*PROBLEM*. Below are some records; quote exactly the lines from the one that contains "thumb cmc: (247, 322)" through the one that contains "pinky pip: (316, 195)", inclusive, and no others.

=== Begin Enclosure ===

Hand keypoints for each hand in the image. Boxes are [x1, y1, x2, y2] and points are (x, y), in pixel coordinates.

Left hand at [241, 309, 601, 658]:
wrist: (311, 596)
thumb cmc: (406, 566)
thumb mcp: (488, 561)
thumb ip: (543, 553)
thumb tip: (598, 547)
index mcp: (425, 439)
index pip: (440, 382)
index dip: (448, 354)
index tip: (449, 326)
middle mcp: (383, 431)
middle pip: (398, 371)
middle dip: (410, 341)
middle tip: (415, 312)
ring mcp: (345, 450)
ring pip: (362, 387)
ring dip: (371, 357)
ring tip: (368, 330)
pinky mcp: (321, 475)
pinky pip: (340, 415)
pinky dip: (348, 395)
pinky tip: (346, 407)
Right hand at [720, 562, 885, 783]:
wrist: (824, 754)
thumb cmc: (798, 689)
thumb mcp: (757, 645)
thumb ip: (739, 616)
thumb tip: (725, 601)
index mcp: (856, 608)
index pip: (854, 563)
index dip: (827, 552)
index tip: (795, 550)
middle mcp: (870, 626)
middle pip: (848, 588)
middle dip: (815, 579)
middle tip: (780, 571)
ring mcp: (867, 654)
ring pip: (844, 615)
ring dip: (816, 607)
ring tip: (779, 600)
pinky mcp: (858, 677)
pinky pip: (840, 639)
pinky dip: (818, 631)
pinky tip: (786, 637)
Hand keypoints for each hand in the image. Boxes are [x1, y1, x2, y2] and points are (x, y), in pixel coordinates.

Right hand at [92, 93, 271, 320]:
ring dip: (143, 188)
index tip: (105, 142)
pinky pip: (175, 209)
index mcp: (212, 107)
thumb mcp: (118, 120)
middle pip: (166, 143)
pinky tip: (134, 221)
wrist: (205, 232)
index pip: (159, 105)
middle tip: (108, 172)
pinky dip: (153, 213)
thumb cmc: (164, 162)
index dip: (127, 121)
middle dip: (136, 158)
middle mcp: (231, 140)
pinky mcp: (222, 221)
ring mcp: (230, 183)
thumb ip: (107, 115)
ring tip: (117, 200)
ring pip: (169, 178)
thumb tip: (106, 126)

=== End Enclosure ===
=== Begin Enclosure ===

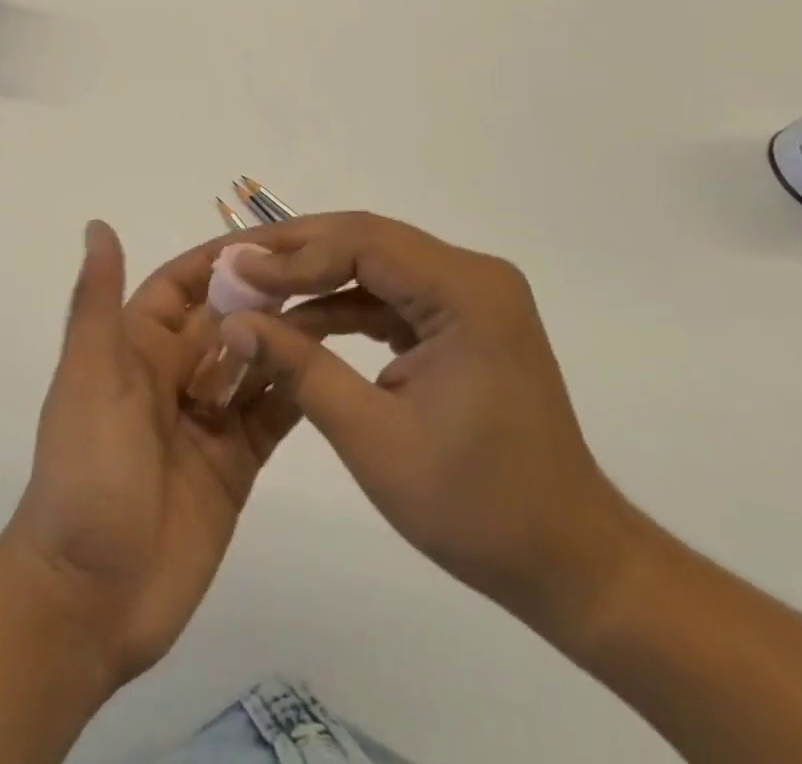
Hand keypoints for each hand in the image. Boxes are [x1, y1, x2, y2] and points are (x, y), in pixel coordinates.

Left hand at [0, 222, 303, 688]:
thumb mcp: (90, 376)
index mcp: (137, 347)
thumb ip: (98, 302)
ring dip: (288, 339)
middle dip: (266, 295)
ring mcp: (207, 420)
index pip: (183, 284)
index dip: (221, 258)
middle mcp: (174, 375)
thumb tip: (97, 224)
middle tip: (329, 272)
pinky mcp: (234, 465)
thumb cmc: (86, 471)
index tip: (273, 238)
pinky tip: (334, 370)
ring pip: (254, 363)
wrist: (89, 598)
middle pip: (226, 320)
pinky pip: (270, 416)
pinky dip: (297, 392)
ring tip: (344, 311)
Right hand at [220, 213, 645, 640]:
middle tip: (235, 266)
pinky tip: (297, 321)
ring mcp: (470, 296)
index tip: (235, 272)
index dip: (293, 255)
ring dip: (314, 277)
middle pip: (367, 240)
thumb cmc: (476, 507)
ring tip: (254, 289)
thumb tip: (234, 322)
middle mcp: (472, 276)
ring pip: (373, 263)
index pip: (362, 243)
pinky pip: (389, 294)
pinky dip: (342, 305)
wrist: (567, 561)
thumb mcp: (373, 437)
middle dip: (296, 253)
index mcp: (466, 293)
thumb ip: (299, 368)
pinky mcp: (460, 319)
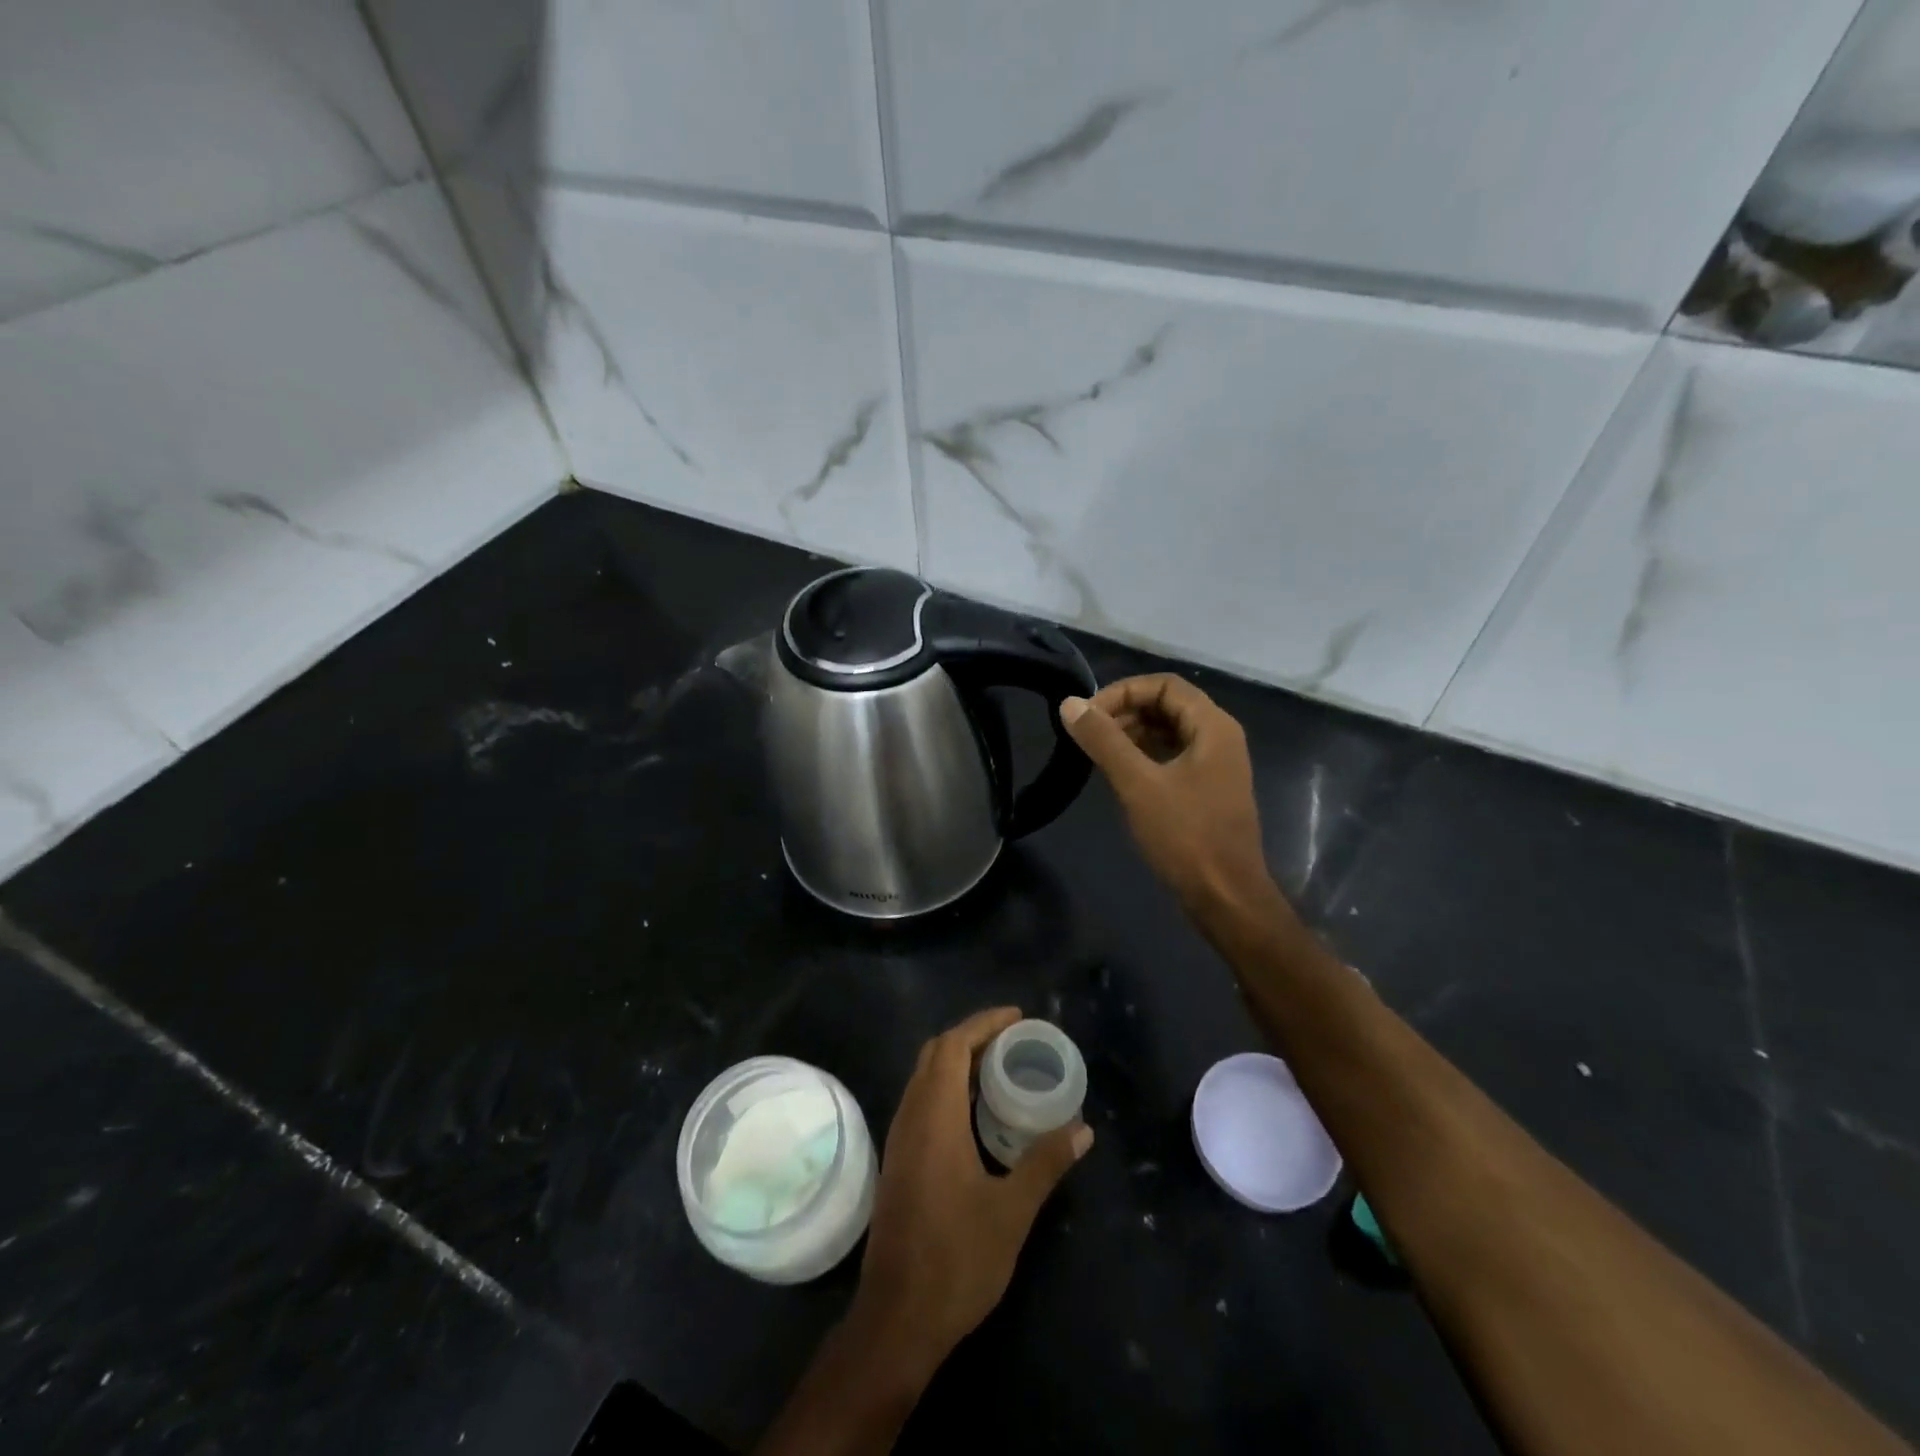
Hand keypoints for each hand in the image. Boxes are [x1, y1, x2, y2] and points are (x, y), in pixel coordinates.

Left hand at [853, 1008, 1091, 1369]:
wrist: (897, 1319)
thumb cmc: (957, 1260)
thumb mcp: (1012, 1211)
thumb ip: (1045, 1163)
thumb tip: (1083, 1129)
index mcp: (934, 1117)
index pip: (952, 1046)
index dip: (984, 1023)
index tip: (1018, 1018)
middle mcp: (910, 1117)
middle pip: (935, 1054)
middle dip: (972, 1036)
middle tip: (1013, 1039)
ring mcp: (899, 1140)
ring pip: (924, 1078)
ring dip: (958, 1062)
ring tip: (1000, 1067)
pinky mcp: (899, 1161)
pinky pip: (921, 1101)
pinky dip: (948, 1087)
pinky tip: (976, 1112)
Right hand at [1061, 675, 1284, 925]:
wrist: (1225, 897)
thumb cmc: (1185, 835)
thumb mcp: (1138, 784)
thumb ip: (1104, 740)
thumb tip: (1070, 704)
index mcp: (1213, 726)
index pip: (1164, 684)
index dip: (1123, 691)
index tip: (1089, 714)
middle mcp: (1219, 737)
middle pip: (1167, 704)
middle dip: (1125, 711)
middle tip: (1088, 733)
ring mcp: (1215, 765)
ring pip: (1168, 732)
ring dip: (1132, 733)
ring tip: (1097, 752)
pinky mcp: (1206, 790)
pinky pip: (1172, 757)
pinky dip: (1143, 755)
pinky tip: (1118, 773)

=== End Enclosure ===
=== Begin Enclosure ===

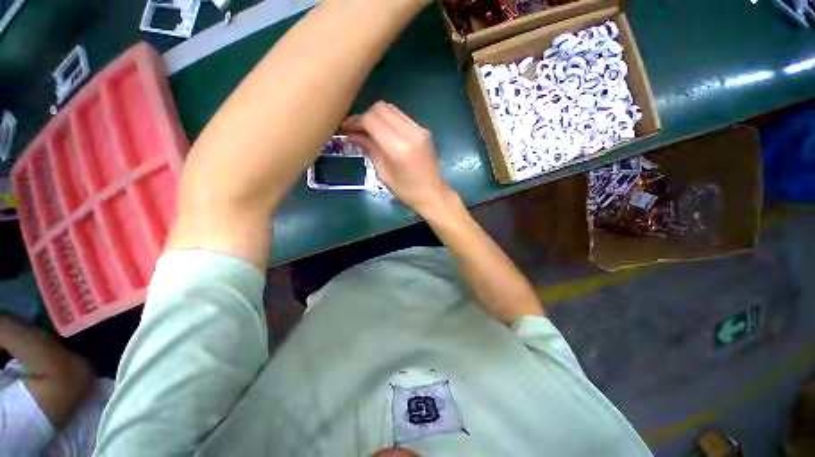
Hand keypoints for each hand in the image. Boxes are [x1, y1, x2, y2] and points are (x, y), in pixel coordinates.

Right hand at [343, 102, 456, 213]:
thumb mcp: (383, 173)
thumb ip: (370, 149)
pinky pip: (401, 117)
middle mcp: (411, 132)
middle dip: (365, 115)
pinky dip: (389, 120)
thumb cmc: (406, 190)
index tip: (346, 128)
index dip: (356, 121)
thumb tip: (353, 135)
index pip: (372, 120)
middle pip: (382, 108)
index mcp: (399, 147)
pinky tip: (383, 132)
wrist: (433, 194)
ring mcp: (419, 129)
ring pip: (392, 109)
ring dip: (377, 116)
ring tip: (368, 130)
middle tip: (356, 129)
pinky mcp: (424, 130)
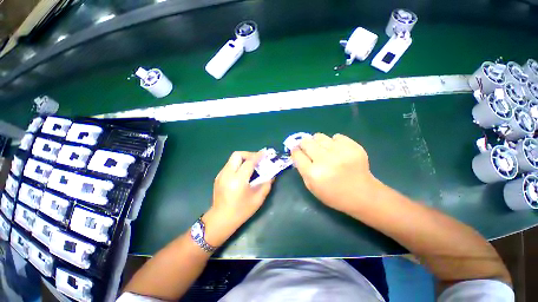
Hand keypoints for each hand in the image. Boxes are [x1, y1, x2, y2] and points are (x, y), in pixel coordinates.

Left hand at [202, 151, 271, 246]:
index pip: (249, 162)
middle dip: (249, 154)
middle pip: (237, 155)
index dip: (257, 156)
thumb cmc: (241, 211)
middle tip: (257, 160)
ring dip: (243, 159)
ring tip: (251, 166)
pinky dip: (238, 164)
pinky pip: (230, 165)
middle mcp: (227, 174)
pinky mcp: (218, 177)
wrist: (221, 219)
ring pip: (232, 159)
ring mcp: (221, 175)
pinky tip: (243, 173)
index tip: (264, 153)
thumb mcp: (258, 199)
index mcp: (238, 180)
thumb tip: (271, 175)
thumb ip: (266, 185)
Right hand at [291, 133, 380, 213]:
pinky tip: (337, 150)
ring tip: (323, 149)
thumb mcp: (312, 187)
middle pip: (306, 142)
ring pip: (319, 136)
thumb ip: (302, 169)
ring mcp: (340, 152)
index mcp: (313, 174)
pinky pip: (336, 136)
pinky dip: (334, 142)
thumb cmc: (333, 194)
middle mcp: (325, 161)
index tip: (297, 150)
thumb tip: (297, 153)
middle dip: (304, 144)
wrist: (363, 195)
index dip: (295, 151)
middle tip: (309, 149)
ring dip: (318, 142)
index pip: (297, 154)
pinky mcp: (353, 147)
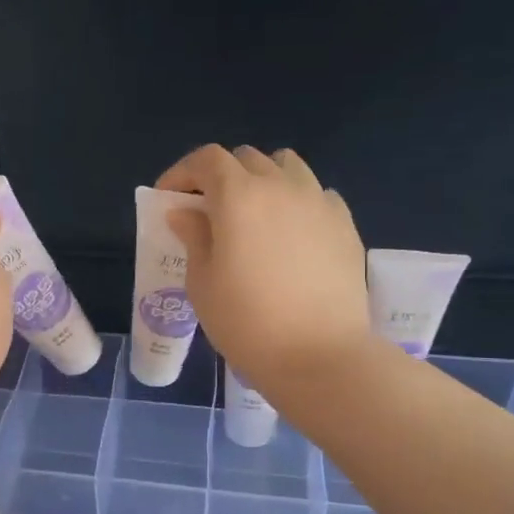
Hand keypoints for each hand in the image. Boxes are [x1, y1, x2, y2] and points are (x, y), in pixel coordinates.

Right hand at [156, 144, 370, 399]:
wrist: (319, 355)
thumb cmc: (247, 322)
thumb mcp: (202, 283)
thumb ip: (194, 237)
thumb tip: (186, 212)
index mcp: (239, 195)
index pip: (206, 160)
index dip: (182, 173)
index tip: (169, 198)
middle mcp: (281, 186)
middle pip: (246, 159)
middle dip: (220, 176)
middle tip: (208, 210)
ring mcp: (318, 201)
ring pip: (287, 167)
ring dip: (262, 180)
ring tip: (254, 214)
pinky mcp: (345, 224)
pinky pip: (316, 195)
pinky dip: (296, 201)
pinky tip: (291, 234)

=== End Enclosure ===

*EXERCISE SOLUTION*.
thumb cmc: (247, 322)
thumb mcp: (202, 283)
thumb ip: (194, 237)
thumb tip: (186, 212)
index mcp: (239, 195)
index pip: (206, 160)
index dip: (182, 173)
index tip: (169, 198)
middle mcp: (281, 186)
middle pip: (246, 159)
middle dip: (220, 176)
middle tip: (208, 210)
ring mcp: (318, 201)
ring pip: (287, 167)
ring dip: (262, 180)
ring tip: (254, 214)
pinky mcp: (345, 224)
pinky pip: (316, 195)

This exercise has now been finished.